Pese a todo, Zamarripa daba crédito y eso me convenció. En el Metro, camino al consultorio iba yo con dolores en el pecho.
Las horas de antesala pasaron, cada minuto se convirtió en una modesta agonía.
Al entrar al consultorio me quise morir: era prácticamente imposible reconocer quién era Zamarripa y quién su asistente, ambos parecían dirigentes de la CTM. Me sentaron en el sillón y Etelvina, que así se llamaba la señora y que tenía una voz ligeramente más aguda que la de su colega preguntó:
-- ¿Cómo está nuestro enfermito?
Yo, que tenía 26 años, sonreí con la boca abierta.

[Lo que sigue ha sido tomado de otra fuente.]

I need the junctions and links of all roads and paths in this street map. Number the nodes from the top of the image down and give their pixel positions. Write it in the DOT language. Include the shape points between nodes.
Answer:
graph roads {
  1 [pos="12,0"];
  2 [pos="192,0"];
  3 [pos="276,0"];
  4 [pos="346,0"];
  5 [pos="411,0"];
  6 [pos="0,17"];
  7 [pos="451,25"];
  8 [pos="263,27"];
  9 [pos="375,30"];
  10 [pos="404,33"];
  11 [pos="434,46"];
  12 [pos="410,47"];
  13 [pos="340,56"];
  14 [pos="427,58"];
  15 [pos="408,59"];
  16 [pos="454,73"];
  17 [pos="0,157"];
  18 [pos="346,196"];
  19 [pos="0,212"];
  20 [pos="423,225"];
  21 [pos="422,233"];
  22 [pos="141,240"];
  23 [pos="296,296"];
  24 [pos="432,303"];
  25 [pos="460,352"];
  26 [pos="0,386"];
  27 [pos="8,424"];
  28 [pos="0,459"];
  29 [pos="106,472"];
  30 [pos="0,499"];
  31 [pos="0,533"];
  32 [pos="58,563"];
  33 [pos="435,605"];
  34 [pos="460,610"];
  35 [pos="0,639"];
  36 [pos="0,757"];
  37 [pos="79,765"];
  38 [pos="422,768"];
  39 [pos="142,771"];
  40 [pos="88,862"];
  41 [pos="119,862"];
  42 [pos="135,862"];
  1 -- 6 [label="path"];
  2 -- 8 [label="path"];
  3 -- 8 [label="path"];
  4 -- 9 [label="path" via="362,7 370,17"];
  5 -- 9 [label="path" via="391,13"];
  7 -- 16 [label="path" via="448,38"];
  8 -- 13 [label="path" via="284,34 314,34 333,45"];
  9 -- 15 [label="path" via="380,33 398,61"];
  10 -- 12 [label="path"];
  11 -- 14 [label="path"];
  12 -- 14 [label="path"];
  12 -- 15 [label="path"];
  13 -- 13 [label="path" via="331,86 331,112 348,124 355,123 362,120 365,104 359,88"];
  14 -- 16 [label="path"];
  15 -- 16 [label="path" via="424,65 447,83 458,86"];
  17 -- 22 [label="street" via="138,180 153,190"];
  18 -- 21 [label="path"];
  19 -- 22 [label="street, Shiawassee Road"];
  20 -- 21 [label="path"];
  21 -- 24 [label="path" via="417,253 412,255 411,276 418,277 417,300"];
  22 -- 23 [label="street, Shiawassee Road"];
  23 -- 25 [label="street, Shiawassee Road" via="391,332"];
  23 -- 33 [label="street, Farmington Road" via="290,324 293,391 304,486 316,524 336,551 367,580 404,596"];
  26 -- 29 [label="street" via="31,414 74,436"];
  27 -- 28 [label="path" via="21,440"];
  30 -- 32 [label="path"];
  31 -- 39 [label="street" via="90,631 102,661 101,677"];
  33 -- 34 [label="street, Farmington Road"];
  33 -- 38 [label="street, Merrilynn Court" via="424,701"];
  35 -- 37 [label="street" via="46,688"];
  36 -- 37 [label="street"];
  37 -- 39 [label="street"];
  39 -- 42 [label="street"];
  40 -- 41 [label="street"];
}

Etelvina analizaba con su espejito y transmitía su diagnóstico:
-- Muela derecha fracturada, premolar antero posterior sin amalgama, etcétera.
Zamarripa anotaba flechitas en un diagrama.

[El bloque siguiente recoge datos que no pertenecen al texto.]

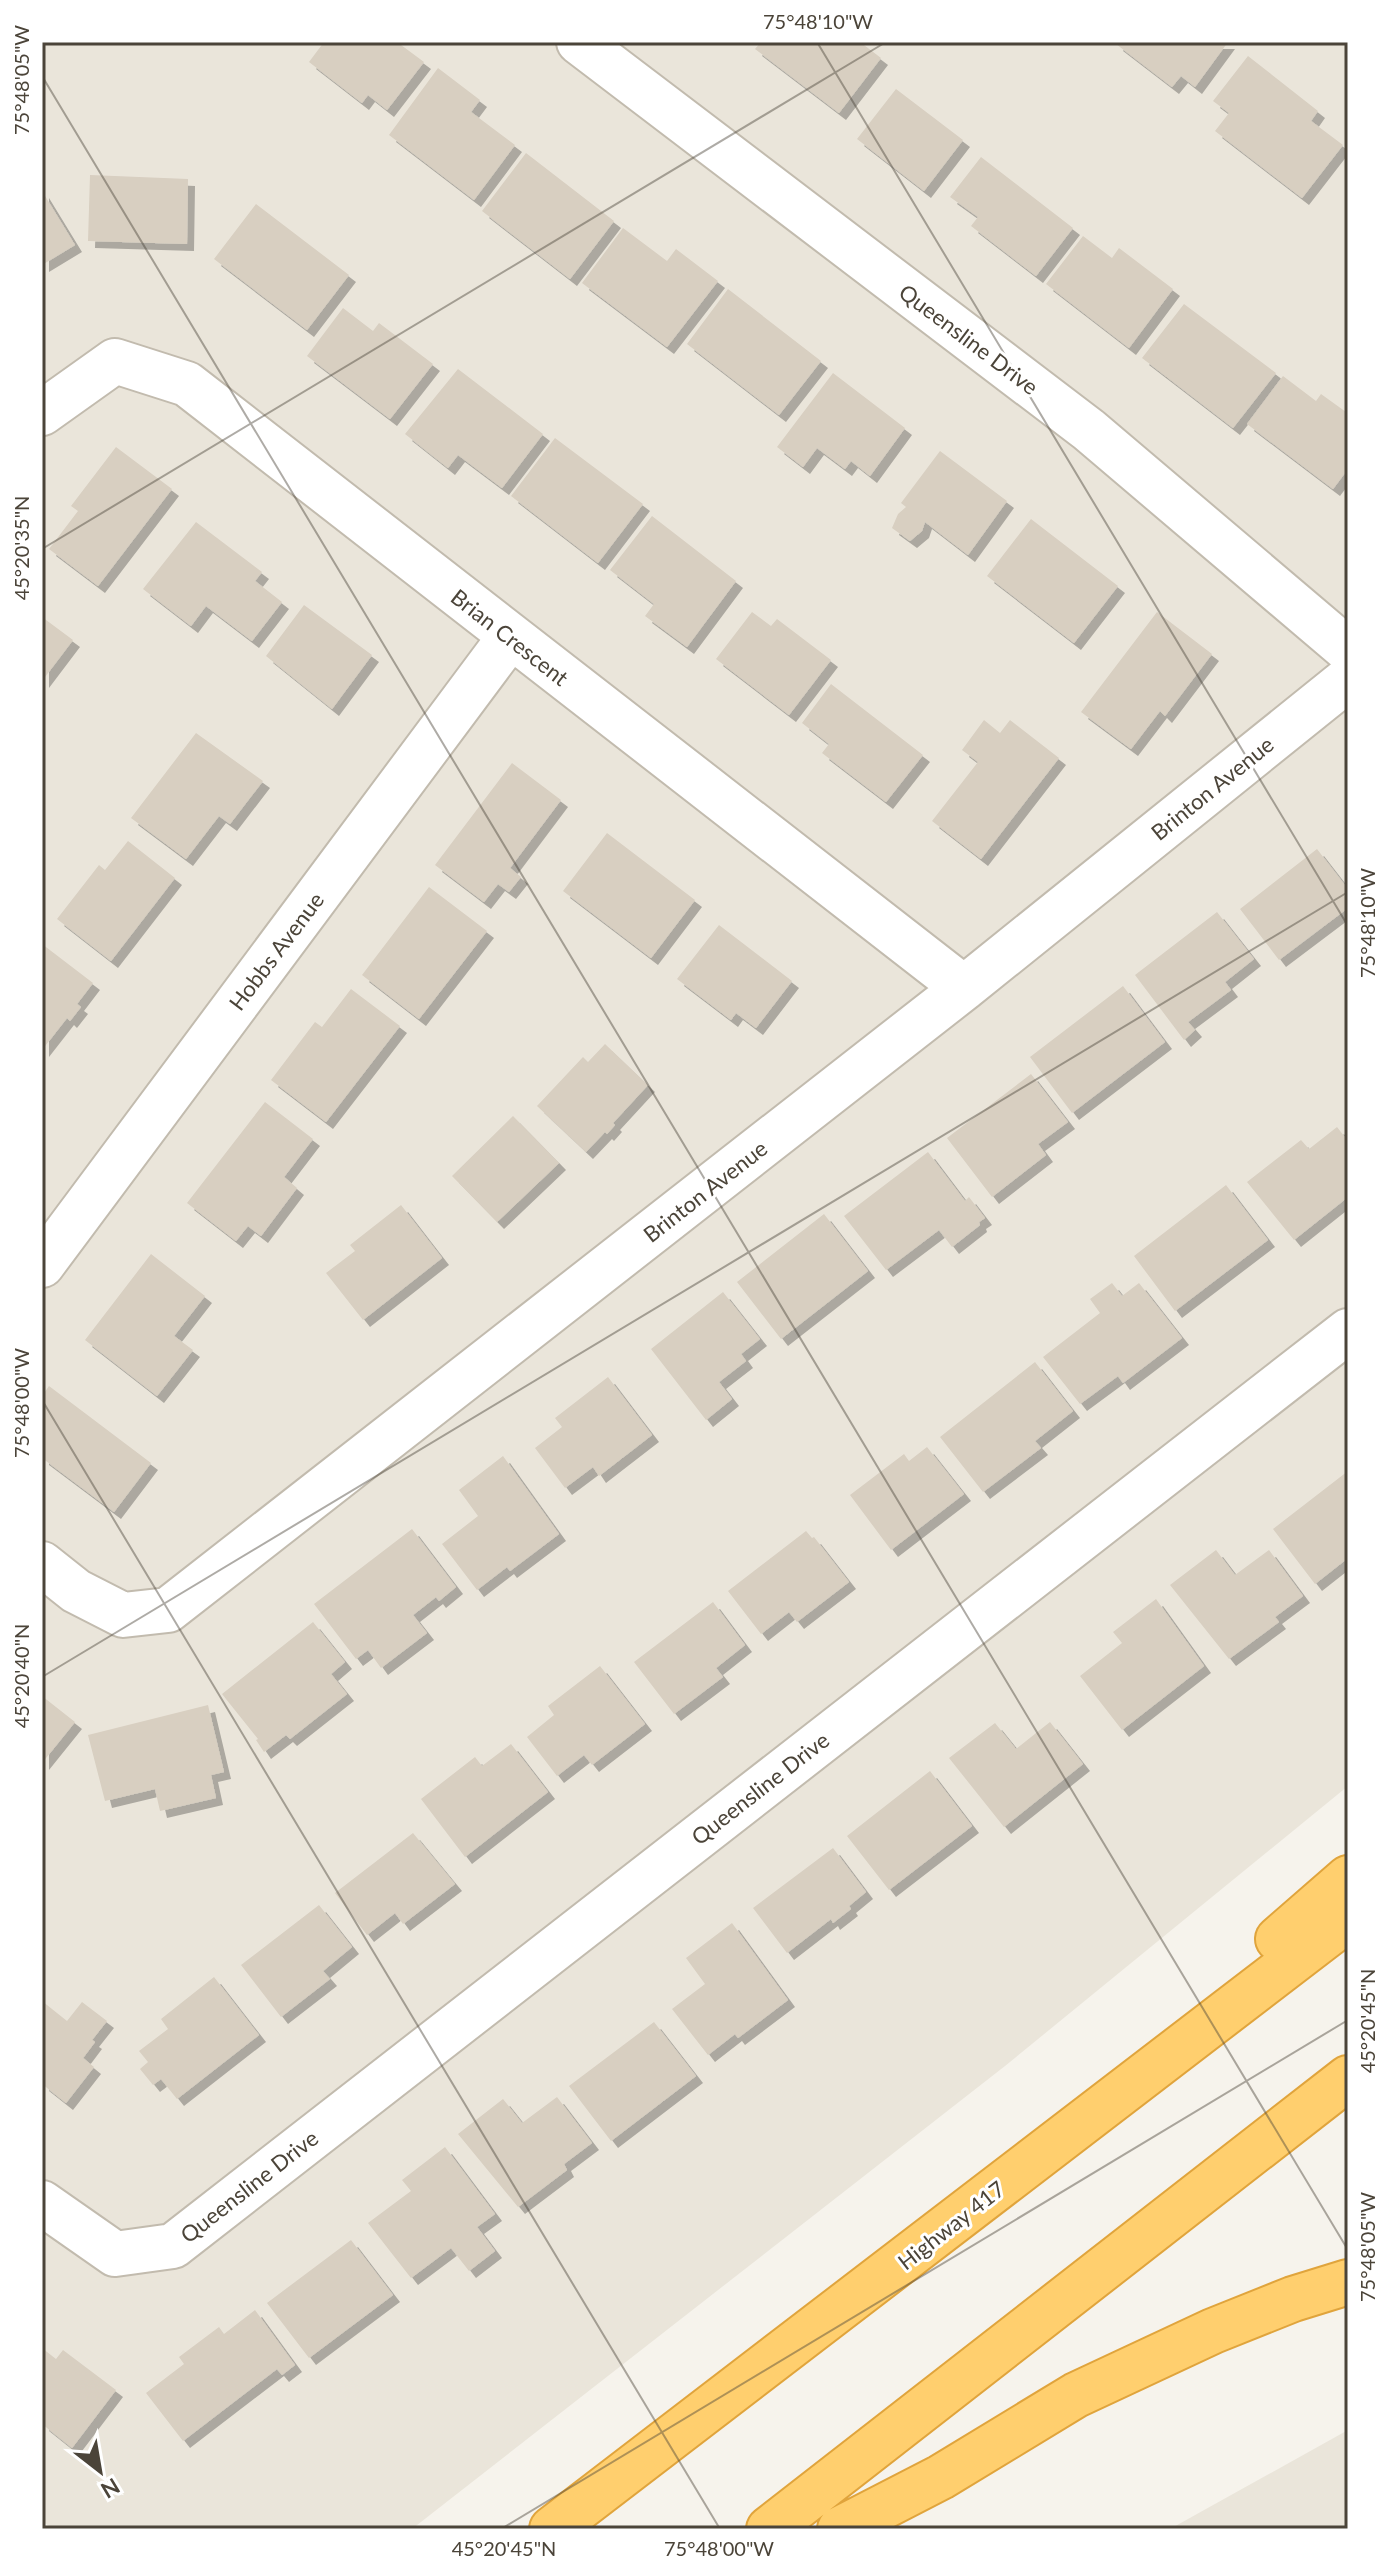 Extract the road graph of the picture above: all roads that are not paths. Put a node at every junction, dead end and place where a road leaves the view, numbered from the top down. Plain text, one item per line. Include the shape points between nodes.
1 (579, 42) edge
2 (42, 413) edge
3 (510, 637) junction
4 (1348, 650) edge
5 (1348, 679) edge
6 (964, 988) junction
7 (42, 1265) edge
8 (1348, 1331) edge
9 (42, 1564) edge
10 (1348, 1878) edge
11 (1348, 1919) edge
12 (1348, 2078) edge
13 (42, 2203) edge
14 (929, 2242) junction
15 (1348, 2282) edge
16 (552, 2529) edge
17 (769, 2529) edge
18 (840, 2529) edge

1 - 4 street, Queensline Drive via 1089,430
2 - 3 street, Brian Crescent via 115,361 187,384
3 - 6 street, Brian Crescent
3 - 7 street, Hobbs Avenue
5 - 6 street, Brinton Avenue
6 - 9 street, Brinton Avenue via 168,1610 123,1615 76,1591
8 - 13 street, Queensline Drive via 173,2246 115,2254
10 - 14 highway
11 - 14 highway, Highway 417
12 - 17 highway
14 - 16 highway, Highway 417
15 - 18 highway via 1213,2331 1076,2395 941,2477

-- Le vamos a poner una corona -- dijo el Dr.-- , no se preocupe, no le va a doler.
Maldito si estaba yo preocupado, fue precisamente el comentario lo que me alarmó.
-- Doña Ete, rebájele aquí al amigo el molar antero posterior.

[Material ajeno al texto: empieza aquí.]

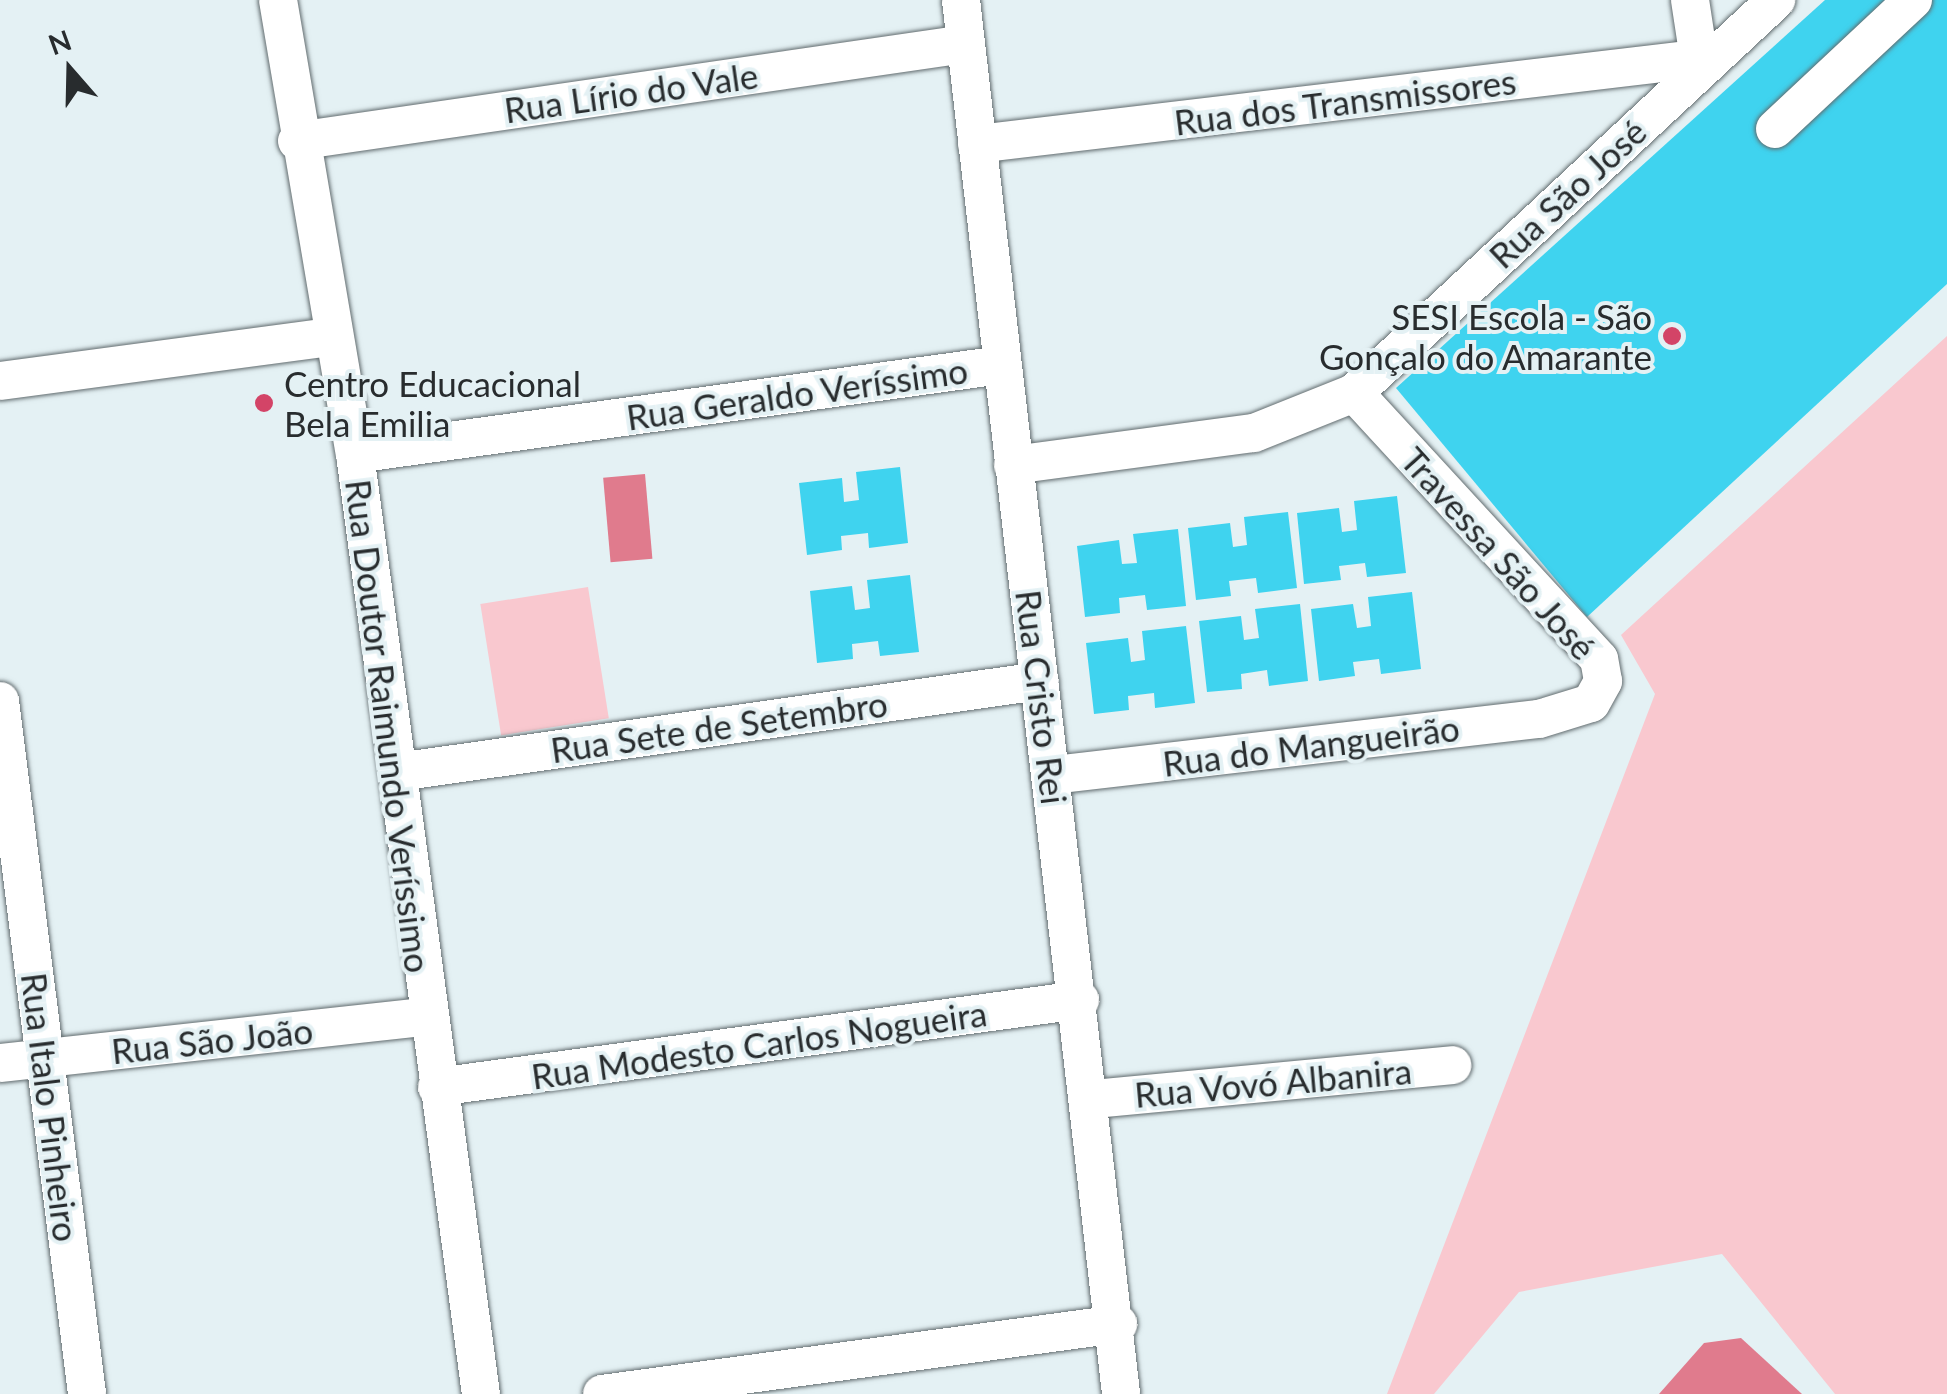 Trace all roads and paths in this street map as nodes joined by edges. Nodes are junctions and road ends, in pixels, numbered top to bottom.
1 (278, 0) edge
2 (961, 0) edge
3 (1690, 0) edge
4 (1776, 0) edge
5 (1912, 0) edge
6 (965, 44) junction
7 (1705, 58) junction
8 (1775, 129) dead end
9 (297, 141) junction
10 (978, 144) junction
11 (329, 337) junction
12 (1000, 365) junction
13 (0, 380) edge
14 (1354, 393) junction
15 (355, 454) junction
16 (1013, 465) junction
17 (1040, 681) junction
18 (0, 701) edge
19 (1570, 713) joint
20 (398, 772) junction
21 (1052, 774) junction
22 (1080, 1000) junction
23 (424, 1017) junction
24 (45, 1057) junction
25 (0, 1063) edge
26 (1452, 1065) dead end
27 (437, 1087) junction
28 (1094, 1099) junction
29 (1118, 1324) junction
30 (87, 1394) edge
31 (480, 1394) edge
32 (602, 1394) edge
33 (1121, 1394) edge

1 - 9 street, Rua Doutor Raimundo Veríssimo
2 - 6 street, Rua Cristo Rei
3 - 7 street
4 - 7 street, Rua São José
5 - 8 street
6 - 9 street, Rua Lírio do Vale
6 - 10 street, Rua Cristo Rei
7 - 10 street, Rua dos Transmissores
7 - 14 street, Rua São José
9 - 11 street, Rua Doutor Raimundo Veríssimo
10 - 12 street, Rua Cristo Rei
11 - 13 street
11 - 15 street, Rua Doutor Raimundo Veríssimo
12 - 15 street, Rua Geraldo Veríssimo
12 - 16 street, Rua Cristo Rei
14 - 16 street, Rua São José
14 - 19 street, Travessa São José
15 - 20 street, Rua Doutor Raimundo Veríssimo
16 - 17 street, Rua Cristo Rei
17 - 20 street, Rua Sete de Setembro
17 - 21 street, Rua Cristo Rei
18 - 24 street, Rua Italo Pinheiro
19 - 21 street, Rua do Mangueirão
20 - 23 street, Rua Doutor Raimundo Veríssimo
21 - 22 street, Rua Cristo Rei
22 - 27 street, Rua Modesto Carlos Nogueira
22 - 28 street, Rua Cristo Rei
23 - 24 street, Rua São João
23 - 27 street, Rua Doutor Raimundo Veríssimo
24 - 25 street, Rua São João
24 - 30 street, Rua Italo Pinheiro
26 - 28 street, Rua Vovó Albanira
27 - 31 street, Rua Doutor Raimundo Veríssimo
28 - 29 street, Rua Cristo Rei
29 - 32 street
29 - 33 street, Rua Cristo Rei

Etelvina tomó la fresadora y la aplicó diligente sobre mi molar con una eficiencia tal que sentí cómo la virgen me hablaba al oído y decía algo acerca de los cacahuates japoneses. En un momento de profunda desesperación moral estiré la mano para detener el brazo de Etelvina. Sin embargo, se retiró con un movimiento agilísimo y lo único que pude apretar fue una chichi. Cuando terminó sudaba yo como un bendito.
-- Ya doctor -- dijo.
-- Bien, ahora haga la aplicación Abrí la boca nuevamente y Etelvina me aplicó algo parecido al chilpachole de jaiba, se sentía masoso cuando lo recorría con la punta de la lengua. Cuando terminaron, bajé tambaleante del sillón y salí por la puerta de vidrio. Fué la última vez que los vi.
Al llegar a casa me fui a ver al espejo del baño: ¡ tenía un diente de plata! No lo podía creer. Dentro de mis cánones pequeño burgueses cualquiera con un diente de plata era peor que perro.
Ahora sonrío con la boca chueca.
Por todo lo anteriormente expuesto es que no voy al dentista y eso, querido lector, es lo que sugiero que haga el resto de su vida.